Colomba aprì piano piano gli occhi e vide accucciata ai suoi piedi un’orsa, una di quelle che venivano usate nei ludi o per dilaniare i suoi confratelli. Essa stava ferma con il muso rivolto verso l’ingresso della cella e non permetteva a nessuno di entrarvi.
La ragazza capì all’istante; nel trambusto che imperava fuori da quella sordida cella trasformatasi in un lavacro di purezza, si fece ancora più piccola, fino quasi a sparire dietro al corpo dell’animale che Dio aveva mandato per salvarla e, mentre l’accarezzava tremante, piangeva di riconoscenza e di rammarico per la sfiducia che aveva nutrito in Lui. Le sue povere forze umane avevano dimenticato che Egli è fedele e che non tradisce.
Da quel momento, nessuno osò neppure pensare di violare quella strana ragazzetta, ed Aureliano, desideroso solo di chiudere una faccenda che rischiava di sfuggirgli dalle mani, ordinò di mettere al rogo sia Colomba sia l’orsa, certamente vittima di un qualche sortilegio di quella setta di depravati.
Il mattino in cui doveva avere luogo l’esecuzione annunciava una fredda giornata di sole. Un vento deciso che spirava da Settentrione faceva presagire che le fiamme appiccate alla sterpaglia ai piedi dei roghi si sarebbero alimentate velocemente.
Contrariamente al timore dei soldati, che si erano armati dalla testa ai piedi, l’orsa, al momento in cui andarono a prelevarle, si lasciò guidare docile come un cagnolino verso le pire, attenta soltanto che nessuno toccasse Colomba, che le camminava accanto.

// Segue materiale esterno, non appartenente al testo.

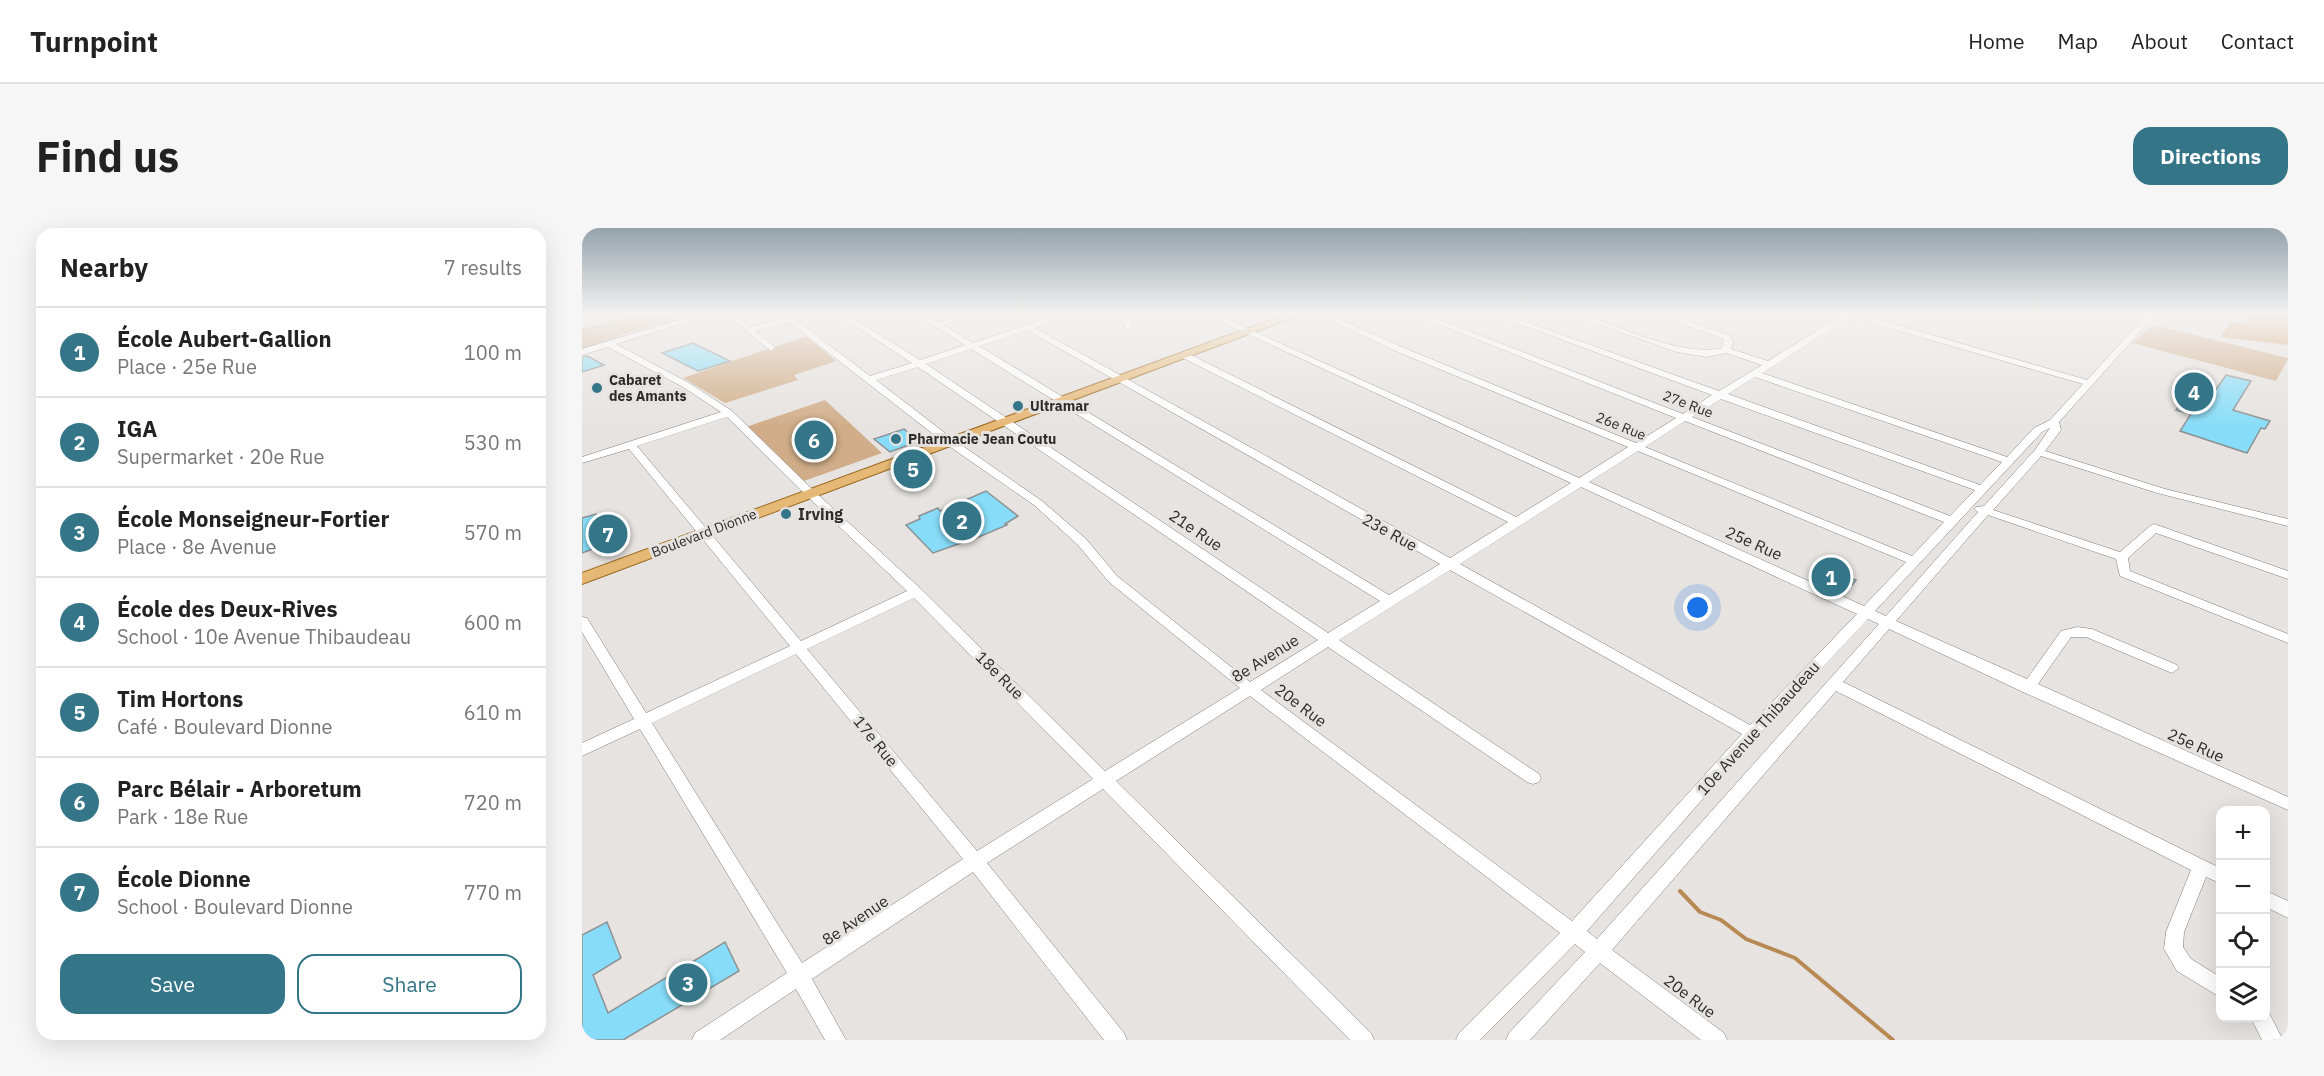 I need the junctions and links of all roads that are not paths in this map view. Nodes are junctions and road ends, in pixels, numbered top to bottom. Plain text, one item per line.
1 (622, 351) edge
2 (830, 351) edge
3 (899, 351) edge
4 (962, 351) edge
5 (981, 351) edge
6 (1070, 351) edge
7 (1200, 351) edge
8 (1290, 351) edge
9 (1403, 351) edge
10 (1511, 351) edge
11 (1597, 351) edge
12 (1686, 351) edge
13 (1722, 351) edge
14 (1729, 351) edge
15 (1789, 351) edge
16 (1978, 351) edge
17 (2119, 351) edge
18 (1186, 356) junction
19 (920, 364) junction
20 (1768, 364) junction
21 (1753, 374) junction
22 (868, 380) junction
23 (1121, 380) junction
24 (2089, 383) junction
25 (1718, 395) junction
26 (1064, 400) junction
27 (729, 413) junction
28 (1682, 418) junction
29 (1005, 421) junction
30 (2054, 422) junction
31 (950, 442) junction
32 (631, 445) junction
33 (1636, 447) junction
34 (2039, 452) junction
35 (584, 460) dead end
36 (2009, 461) junction
37 (1579, 482) junction
38 (1981, 489) junction
39 (810, 493) junction
40 (1967, 504) junction
41 (1986, 511) junction
42 (1952, 521) junction
43 (1516, 522) junction
44 (2288, 523) edge
45 (704, 533) junction
46 (2122, 557) junction
47 (1913, 561) junction
48 (1448, 564) junction
49 (2288, 575) edge
50 (582, 579) edge
51 (916, 592) junction
52 (1389, 601) junction
53 (1865, 611) junction
54 (582, 621) edge
55 (1887, 621) junction
56 (1329, 639) junction
57 (2288, 639) edge
58 (799, 647) junction
59 (2172, 668) dead end
60 (1833, 683) junction
61 (2028, 688) junction
62 (1250, 689) junction
63 (642, 722) junction
64 (1752, 733) junction
65 (582, 750) edge
66 (1533, 778) dead end
67 (1106, 779) junction
68 (2288, 804) edge
69 (975, 861) junction
70 (2201, 867) junction
71 (2216, 874) edge
72 (2270, 901) edge
73 (2288, 910) edge
74 (1573, 933) junction
75 (1601, 951) junction
76 (800, 977) junction
77 (2216, 985) edge
78 (2263, 1022) edge
79 (702, 1040) edge
80 (836, 1040) edge
81 (1117, 1040) edge
82 (1364, 1040) edge
83 (1466, 1040) edge
84 (1516, 1040) edge
85 (1717, 1040) edge
86 (2272, 1040) edge

1 - 27 street, 18e Rue
2 - 22 street, 20e Rue
3 - 19 street, 21e Rue
4 - 19 street
5 - 26 street
6 - 23 street, 23e Rue
7 - 18 main road, Boulevard Dionne
8 - 37 street, 25e Rue
9 - 33 street, 26e Rue
10 - 28 street, 27e Rue
11 - 25 street
12 - 13 street
14 - 20 street
15 - 20 street, 8e Avenue
16 - 24 street
17 - 24 street, 10e Avenue Thibaudeau
18 - 23 main road, Boulevard Dionne
18 - 43 street
19 - 22 street
19 - 29 street, 21e Rue
20 - 21 street, 8e Avenue
21 - 25 street, 8e Avenue
21 - 36 street
22 - 31 street, 20e Rue
23 - 26 main road, Boulevard Dionne
23 - 48 street, 23e Rue
24 - 30 street, 10e Avenue Thibaudeau
25 - 28 street, 8e Avenue
25 - 38 street
26 - 29 main road, Boulevard Dionne
26 - 52 street
27 - 32 street
27 - 39 street, 18e Rue
28 - 33 street, 8e Avenue
28 - 42 street, 27e Rue
29 - 31 main road, Boulevard Dionne
29 - 56 street, 21e Rue
30 - 34 street, 10e Avenue Thibaudeau
30 - 36 street, 10e Avenue Thibaudeau
31 - 39 main road, Boulevard Dionne
31 - 62 street, 20e Rue
32 - 35 street
32 - 45 street, 17e Rue
33 - 37 street, 8e Avenue
33 - 47 street, 26e Rue
34 - 41 street, 10e Avenue Thibaudeau
34 - 44 street
36 - 38 street, 10e Avenue Thibaudeau
37 - 43 street, 8e Avenue
37 - 53 street, 25e Rue
38 - 40 street, 10e Avenue Thibaudeau
39 - 45 main road, Boulevard Dionne
39 - 51 street, 18e Rue
40 - 41 street
40 - 42 street, 10e Avenue Thibaudeau
41 - 46 street
41 - 55 street, 10e Avenue Thibaudeau
42 - 47 street, 10e Avenue Thibaudeau
43 - 48 street, 8e Avenue
45 - 50 main road, Boulevard Dionne
45 - 58 street, 17e Rue
46 - 49 street
46 - 57 street
47 - 53 street, 10e Avenue Thibaudeau
48 - 52 street, 8e Avenue
48 - 64 street, 23e Rue
51 - 58 street
51 - 67 street, 18e Rue
52 - 56 street, 8e Avenue
53 - 55 street, 25e Rue
53 - 64 street, 10e Avenue Thibaudeau
54 - 63 street
55 - 60 street, 10e Avenue Thibaudeau
55 - 61 street, 25e Rue
56 - 62 street, 8e Avenue
56 - 66 street, 21e Rue
58 - 63 street
58 - 69 street, 17e Rue
59 - 61 street
60 - 70 street
60 - 75 street, 10e Avenue Thibaudeau
61 - 68 street, 25e Rue
62 - 67 street, 8e Avenue
62 - 74 street, 20e Rue
63 - 65 street
63 - 76 street
64 - 74 street, 10e Avenue Thibaudeau
67 - 69 street, 8e Avenue
67 - 82 street, 18e Rue
69 - 76 street, 8e Avenue
69 - 81 street, 17e Rue
70 - 71 street
70 - 77 street
72 - 73 street
74 - 75 street, 20e Rue
74 - 83 street, 10e Avenue Thibaudeau
75 - 84 street, 10e Avenue Thibaudeau
75 - 85 street, 20e Rue
76 - 79 street, 8e Avenue
76 - 80 street
78 - 86 street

Il fuoco stava ormai per lambire i piedi della fanciulla e le zampe della bestia, quando, improvvisamente, il vento si fece impetuoso e portò su un cielo divenuto plumbeo dense nubi cariche di pioggia; un violento temporale si abbatté su Sens, spegnendo all’istante le fiamme e disperdendo la folla che, impaurita da tutti quei prodigi, gridava di lasciare stare la ragazza e l’animale, certamente protette degli dei. Nella confusione e nel tumulto, Colomba si liberò dalle corde che la legavano al palo e subito sciolse i lacci alle zampe dell’orsa, intimandole di scappare. L’animale la guardava immobile, senza dare il minimo accenno di volersi allontanare da lei. La fanciulla allora capì, e le disse: “Vai, orsa cara, puoi stare tranquilla, ora. Nessuno di questi uomini oserà toccare il mio corpo. Potranno ucciderlo, ma il mio voto al Signore mio Sposo sarà onorato. Scappa, scappa veloce, prima che i soldati si accorgano che sei libera: io ho scelto di essere cristiana, tu non devi pagare per me”. La bestia leccò le mani della ragazza e, con pochi veloci balzi, fu in salvo tra i boschi, senza che alcun soldato avesse avuto il coraggio di tentare di ucciderla.
Aureliano era fuori di sé dall’ira. Quella che doveva essere una pratica di poco conto, per suo eccesso di generosità, stava diventando una faccenda ben insidiosa. Tra il popolo e nella truppa si stava già diffondendo l’opinione che il Dio ebreo di Colomba fosse molto più potente degli dei di Roma e dell’imperatore stesso, e questo era intollerabile. Si sa come il volgo sia influenzabile e dunque si rischiava una conversione di massa, quando non un appiglio per i comandanti ribelli all’autorità imperiale per dimostrare che gli dei erano invisi ad Aureliano. Occorreva agire al più presto e con discrezione.
Affidò il compito a un suo fidato luogotenente, che aveva dato prova di non temere nulla, neppure gli dei, nel corso delle tante campagne belliche vissute insieme.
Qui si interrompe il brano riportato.